Google’s endeavors to combat harmful apps on the Google Play Store aren’t complete shots in the dark and have had some success, but they don’t live up to the expectations. The examples above show that new adware and identity-stealing programs continue to slither their way into the marketplace and collect thousands or even millions of installs. In addition, Android users may get infected when just browsing the web.

Google Play is a juicy target for malefactors, who are constantly looking for new tricks to cloak malicious activity and get around restrictions and defenses. All in all, the fight against threat actors and unscrupulous app developers seems to be a process that will never end, so the only thing Google can do is enhance the countermeasures and try to be one step ahead.

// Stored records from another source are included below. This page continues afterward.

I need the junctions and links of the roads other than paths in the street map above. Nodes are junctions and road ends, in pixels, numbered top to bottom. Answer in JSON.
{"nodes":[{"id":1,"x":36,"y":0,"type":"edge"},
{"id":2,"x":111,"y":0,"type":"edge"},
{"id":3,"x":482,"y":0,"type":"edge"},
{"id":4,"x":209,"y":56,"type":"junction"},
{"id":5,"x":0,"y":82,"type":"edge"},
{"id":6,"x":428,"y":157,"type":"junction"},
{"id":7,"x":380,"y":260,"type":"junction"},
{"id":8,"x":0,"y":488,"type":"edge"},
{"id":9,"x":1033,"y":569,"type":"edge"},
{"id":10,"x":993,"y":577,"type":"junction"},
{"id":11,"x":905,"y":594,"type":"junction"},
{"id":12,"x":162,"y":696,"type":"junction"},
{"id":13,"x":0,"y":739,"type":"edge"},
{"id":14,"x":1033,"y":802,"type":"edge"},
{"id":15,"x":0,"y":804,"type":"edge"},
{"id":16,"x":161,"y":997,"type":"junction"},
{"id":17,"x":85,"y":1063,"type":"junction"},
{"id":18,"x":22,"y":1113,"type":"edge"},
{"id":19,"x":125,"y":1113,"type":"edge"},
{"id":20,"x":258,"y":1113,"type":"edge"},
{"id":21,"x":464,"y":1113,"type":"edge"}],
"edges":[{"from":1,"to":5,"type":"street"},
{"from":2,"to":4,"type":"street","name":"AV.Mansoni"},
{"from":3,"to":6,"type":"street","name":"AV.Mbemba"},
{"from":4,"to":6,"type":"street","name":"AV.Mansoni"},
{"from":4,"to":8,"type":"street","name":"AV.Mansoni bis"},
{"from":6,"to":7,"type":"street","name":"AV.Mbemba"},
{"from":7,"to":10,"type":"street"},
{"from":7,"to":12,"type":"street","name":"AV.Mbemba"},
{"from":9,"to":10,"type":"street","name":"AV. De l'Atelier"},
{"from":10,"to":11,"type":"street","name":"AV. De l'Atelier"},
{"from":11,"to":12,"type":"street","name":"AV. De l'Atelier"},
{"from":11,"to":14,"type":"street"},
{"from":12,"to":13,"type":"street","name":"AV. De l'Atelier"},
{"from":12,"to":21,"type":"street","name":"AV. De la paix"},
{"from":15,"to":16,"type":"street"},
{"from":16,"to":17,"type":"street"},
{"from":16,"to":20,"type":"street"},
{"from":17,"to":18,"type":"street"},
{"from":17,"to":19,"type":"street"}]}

Regular users should be very careful about installing new apps. It is always better to read user reviews and provide app permissions with caution. In addition, in order to steer clear of hazardous code on your Android device, be sure to download apps from the official store only. Doing so isn’t an ultimately effective countermeasure, but it can significantly reduce the risk of installing deleterious code. It is also good to keep the Play Protect feature enabled at all times and ascertain that its “Scan device for security threats” toggle is on. Last but not least, use a reputable Android VPN service whenever you are surfing the web on your gadget, especially if you are connected to insecure networks such as public WiFi. This way, no one can snoop on your online activities and your privacy stays intact.